*Work to be completed*. Please show every line from the entries that carries the word "main".

*Source material*.
━━━━

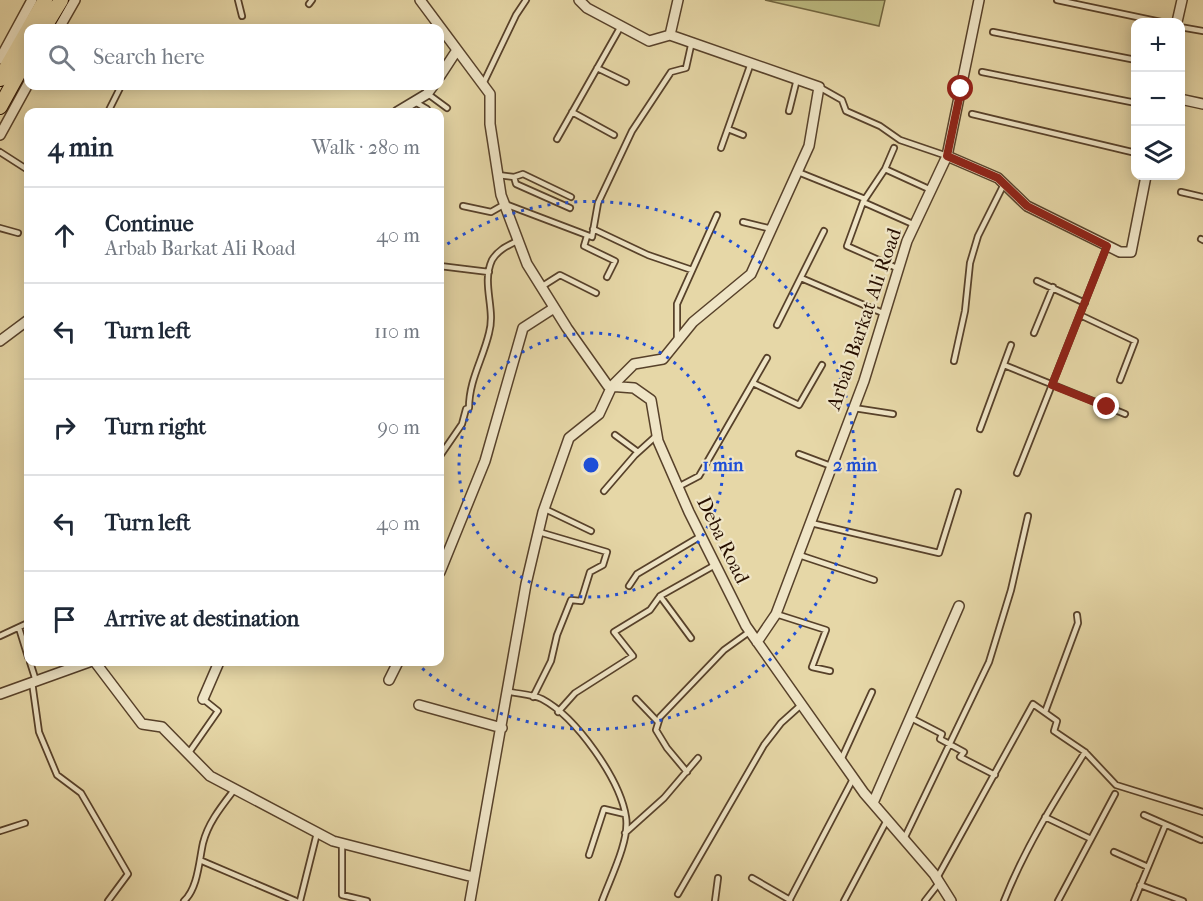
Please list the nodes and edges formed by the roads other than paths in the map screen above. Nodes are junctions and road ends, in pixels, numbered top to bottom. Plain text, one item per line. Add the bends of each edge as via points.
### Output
1 (32, 0) edge
2 (45, 0) edge
3 (61, 0) edge
4 (75, 0) edge
5 (238, 0) edge
6 (420, 0) edge
7 (526, 0) edge
8 (579, 0) edge
9 (678, 0) edge
10 (979, 0) edge
11 (1057, 0) edge
12 (1182, 0) edge
13 (242, 16) dead end
14 (1142, 18) edge
15 (1178, 18) edge
16 (35, 24) edge
17 (46, 24) edge
18 (61, 24) edge
19 (438, 24) edge
20 (621, 26) junction
21 (1185, 28) edge
22 (1203, 31) edge
23 (444, 32) edge
24 (993, 32) dead end
25 (669, 35) junction
26 (692, 41) junction
27 (24, 49) edge
28 (457, 50) junction
29 (0, 59) edge
30 (1131, 59) edge
31 (24, 62) edge
32 (751, 63) junction
33 (597, 68) junction
34 (444, 70) edge
35 (982, 72) dead end
36 (11, 79) edge
37 (797, 79) junction
38 (626, 82) dead end
39 (483, 84) junction
40 (819, 87) junction
41 (119, 90) edge
42 (430, 90) edge
43 (1185, 100) edge
44 (415, 102) junction
45 (1131, 102) edge
46 (1203, 104) edge
47 (0, 107) edge
48 (110, 108) edge
49 (404, 108) edge
50 (425, 108) edge
51 (447, 108) dead end
52 (789, 111) dead end
53 (572, 112) junction
54 (972, 114) dead end
55 (728, 129) junction
56 (0, 135) edge
57 (614, 135) dead end
58 (743, 135) dead end
59 (557, 139) dead end
60 (894, 147) dead end
61 (721, 148) dead end
62 (0, 152) edge
63 (1131, 152) edge
64 (947, 156) junction
65 (24, 168) edge
66 (885, 170) junction
67 (798, 172) junction
68 (498, 175) junction
69 (514, 177) junction
70 (1145, 180) edge
71 (1004, 184) junction
72 (931, 190) junction
73 (1181, 192) dead end
74 (571, 197) dead end
75 (1203, 197) edge
76 (864, 201) junction
77 (505, 204) junction
78 (463, 206) dead end
79 (570, 208) dead end
80 (717, 215) dead end
81 (743, 222) dead end
82 (915, 225) junction
83 (0, 228) edge
84 (593, 229) junction
85 (772, 229) junction
86 (824, 231) dead end
87 (18, 233) dead end
88 (587, 236) junction
89 (518, 240) junction
90 (1107, 246) junction
91 (444, 266) edge
92 (899, 268) junction
93 (692, 270) junction
94 (489, 272) junction
95 (607, 277) dead end
96 (801, 278) junction
97 (1037, 281) dead end
98 (541, 287) junction
99 (1053, 287) junction
100 (596, 293) dead end
101 (1085, 303) junction
102 (554, 308) junction
103 (885, 314) junction
104 (1080, 315) junction
105 (24, 323) edge
106 (777, 325) dead end
107 (1034, 333) dead end
108 (0, 341) edge
109 (677, 342) junction
110 (1011, 345) dead end
111 (767, 358) dead end
112 (954, 361) dead end
113 (822, 365) dead end
114 (1004, 365) junction
115 (1120, 380) dead end
116 (753, 383) junction
117 (1052, 385) junction
118 (612, 386) junction
119 (854, 408) junction
120 (893, 414) dead end
121 (1125, 414) dead end
122 (980, 429) dead end
123 (615, 435) dead end
124 (657, 435) junction
125 (444, 450) edge
126 (638, 452) junction
127 (799, 454) dead end
128 (831, 466) junction
129 (1017, 474) dead end
130 (678, 487) junction
131 (604, 491) dead end
132 (958, 492) dead end
133 (544, 509) junction
134 (1028, 516) dead end
135 (809, 522) junction
136 (591, 531) dead end
137 (538, 532) junction
138 (701, 536) junction
139 (798, 554) junction
140 (444, 562) edge
141 (715, 565) junction
142 (874, 580) dead end
143 (629, 586) dead end
144 (660, 596) junction
145 (959, 606) dead end
146 (776, 614) junction
147 (1077, 615) dead end
148 (24, 626) edge
149 (19, 628) junction
150 (750, 632) junction
151 (0, 636) edge
152 (691, 638) dead end
153 (757, 642) junction
154 (24, 644) edge
155 (31, 666) edge
156 (78, 666) edge
157 (98, 666) edge
158 (217, 666) edge
159 (396, 666) edge
160 (830, 670) dead end
161 (389, 680) dead end
162 (34, 681) junction
163 (506, 691) junction
164 (872, 692) dead end
165 (0, 694) edge
166 (533, 697) junction
167 (203, 699) joint
168 (636, 699) dead end
169 (419, 705) dead end
170 (801, 705) junction
171 (558, 712) junction
172 (1045, 712) junction
173 (910, 717) junction
174 (658, 722) junction
175 (502, 728) junction
176 (950, 744) junction
177 (1085, 752) junction
178 (188, 754) junction
179 (698, 758) dead end
180 (841, 760) junction
181 (687, 772) junction
182 (995, 775) junction
183 (854, 778) junction
184 (234, 790) junction
185 (1115, 794) dead end
186 (873, 803) junction
187 (1203, 812) edge
188 (625, 814) junction
189 (1144, 815) dead end
190 (1045, 817) junction
191 (887, 820) junction
192 (25, 823) dead end
193 (1165, 826) junction
194 (0, 831) edge
195 (317, 833) junction
196 (625, 833) junction
197 (1089, 838) junction
198 (903, 839) junction
199 (1201, 840) dead end
200 (342, 843) junction
201 (1114, 852) dead end
202 (589, 855) dead end
203 (202, 861) junction
204 (1148, 867) junction
205 (473, 877) junction
206 (718, 878) dead end
207 (752, 878) dead end
208 (938, 880) junction
209 (1140, 885) junction
210 (678, 894) dead end
211 (789, 900) edge
212 (108, 901) edge
213 (185, 901) edge
214 (298, 901) edge
215 (367, 901) edge
216 (470, 901) edge
217 (602, 901) edge
218 (715, 901) edge
219 (844, 901) edge
220 (924, 901) edge
221 (951, 901) edge
222 (1004, 901) edge
223 (1058, 901) edge
224 (1134, 901) edge
225 (1183, 901) edge

1 - 29 street
2 - 16 main road
3 - 17 main road
4 - 18 street
5 - 13 lane
6 - 19 street
7 - 39 lane
8 - 20 street
9 - 25 street
10 - 64 street, Arbab Barkat Ali Road
11 - 14 lane
12 - 15 street
20 - 25 street via 649,41
20 - 33 lane
21 - 22 lane
23 - 28 street
24 - 30 lane
25 - 26 street
26 - 32 street
26 - 84 lane via 686,68 671,72 632,131 598,203
27 - 36 main road
28 - 34 street
28 - 39 street
31 - 36 main road
32 - 37 street
32 - 55 lane
33 - 38 lane
33 - 53 lane
35 - 45 lane
36 - 47 main road
36 - 56 street
37 - 40 street
37 - 52 lane
39 - 68 street via 490,94
40 - 64 lane via 842,100 846,111 900,140
40 - 67 street via 809,146
41 - 48 lane
42 - 44 street
42 - 51 lane
43 - 46 street
44 - 49 street
44 - 50 lane
53 - 57 lane
53 - 59 lane
54 - 63 lane
55 - 58 lane
55 - 61 lane
60 - 66 lane
62 - 65 lane
64 - 71 street
64 - 72 street, Arbab Barkat Ali Road
66 - 72 lane
66 - 76 lane
67 - 76 lane
67 - 85 street
68 - 69 lane
68 - 77 street
69 - 74 lane via 523,174
69 - 79 lane via 516,184
70 - 90 street via 1131,252
71 - 90 street via 1027,206
71 - 112 lane via 978,236 970,262
72 - 82 street, Arbab Barkat Ali Road
73 - 75 lane
76 - 82 lane
76 - 92 lane via 846,246
77 - 78 lane via 491,212
77 - 88 lane
77 - 89 street
80 - 93 lane
81 - 85 lane
82 - 92 street, Arbab Barkat Ali Road
83 - 87 lane
84 - 88 lane via 592,237
84 - 93 lane
85 - 109 street via 751,274 693,322
86 - 96 lane
88 - 95 lane via 584,246 615,261
89 - 94 lane via 498,251
89 - 98 street
90 - 101 lane
91 - 94 lane
92 - 103 street, Arbab Barkat Ali Road
93 - 109 lane via 677,304
94 - 125 lane via 486,281 490,332 469,392 469,408
96 - 103 lane
96 - 106 lane
97 - 99 lane
98 - 100 lane via 560,275
98 - 102 street
99 - 101 lane
99 - 107 lane
101 - 104 lane
102 - 118 street via 608,386
102 - 140 street via 524,328 485,461
103 - 119 street, Arbab Barkat Ali Road
104 - 115 lane via 1135,341
104 - 117 lane
105 - 108 street
109 - 118 street via 663,359 634,364
110 - 114 lane
111 - 116 lane
113 - 116 lane via 799,405
114 - 117 lane
114 - 122 lane
116 - 130 lane via 699,476
117 - 121 lane
117 - 129 lane
118 - 124 street, Deba Road via 634,388 651,400
118 - 133 street via 599,414 569,438
119 - 120 lane
119 - 128 street, Arbab Barkat Ali Road
123 - 126 lane
124 - 126 lane
124 - 130 street, Deba Road
126 - 131 lane
127 - 128 lane
128 - 135 street, Arbab Barkat Ali Road
130 - 138 street, Deba Road
132 - 135 lane via 939,553
133 - 136 lane
133 - 137 street
134 - 176 lane via 989,662
135 - 139 street, Arbab Barkat Ali Road
137 - 163 street
137 - 166 lane via 607,552 603,565 591,572 580,601 571,600 551,661
138 - 141 street, Deba Road
138 - 143 lane via 637,574
139 - 142 lane
139 - 146 street, Arbab Barkat Ali Road
141 - 144 lane
141 - 150 street, Deba Road
144 - 152 lane
144 - 171 lane via 650,610 614,632 633,656 575,693
145 - 173 street
146 - 153 street, Arbab Barkat Ali Road
146 - 160 lane via 826,630 812,667
147 - 172 lane via 1078,623
148 - 149 lane
149 - 151 lane
149 - 154 lane
150 - 153 street, Deba Road
150 - 174 lane via 724,650
153 - 170 street, Deba Road
155 - 162 lane
156 - 162 street
157 - 178 street via 142,724 162,727
158 - 167 street
159 - 161 street
162 - 165 street
162 - 212 lane via 39,732 57,774 81,793 128,874
163 - 166 lane
163 - 175 street
164 - 180 lane
166 - 171 lane
167 - 178 lane via 218,711
168 - 174 lane
169 - 175 street
170 - 180 street, Deba Road
170 - 210 lane via 780,723 764,745
171 - 188 lane via 590,745 615,784
172 - 177 lane via 1057,721 1054,731
172 - 182 lane via 1033,704
173 - 176 lane via 942,734 940,739
173 - 186 street
174 - 181 lane via 656,730
175 - 205 street
176 - 182 lane via 964,752 960,757
176 - 198 lane
177 - 187 lane via 1116,785
177 - 190 lane
178 - 184 street via 210,776
179 - 181 lane
180 - 183 street, Deba Road
181 - 196 lane
182 - 208 lane
183 - 186 street, Deba Road
183 - 211 lane
184 - 195 street
184 - 203 lane via 212,819
185 - 197 lane
186 - 191 street, Deba Road
188 - 196 lane
188 - 202 lane via 604,809
189 - 193 lane
190 - 197 lane
190 - 222 lane
191 - 198 street, Deba Road
191 - 219 lane
192 - 194 lane
193 - 199 lane
193 - 204 lane
195 - 200 street
195 - 214 lane
196 - 217 lane
197 - 223 lane
198 - 208 street, Deba Road
200 - 205 street
200 - 215 lane via 342,895
201 - 204 lane
203 - 213 lane
203 - 214 lane
204 - 209 lane
205 - 216 street
206 - 218 lane
207 - 211 lane
208 - 220 lane
208 - 221 street, Deba Road
209 - 224 lane
209 - 225 lane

━━━━

*Reply to the task*.
2 - 16 main road
3 - 17 main road
27 - 36 main road
31 - 36 main road
36 - 47 main road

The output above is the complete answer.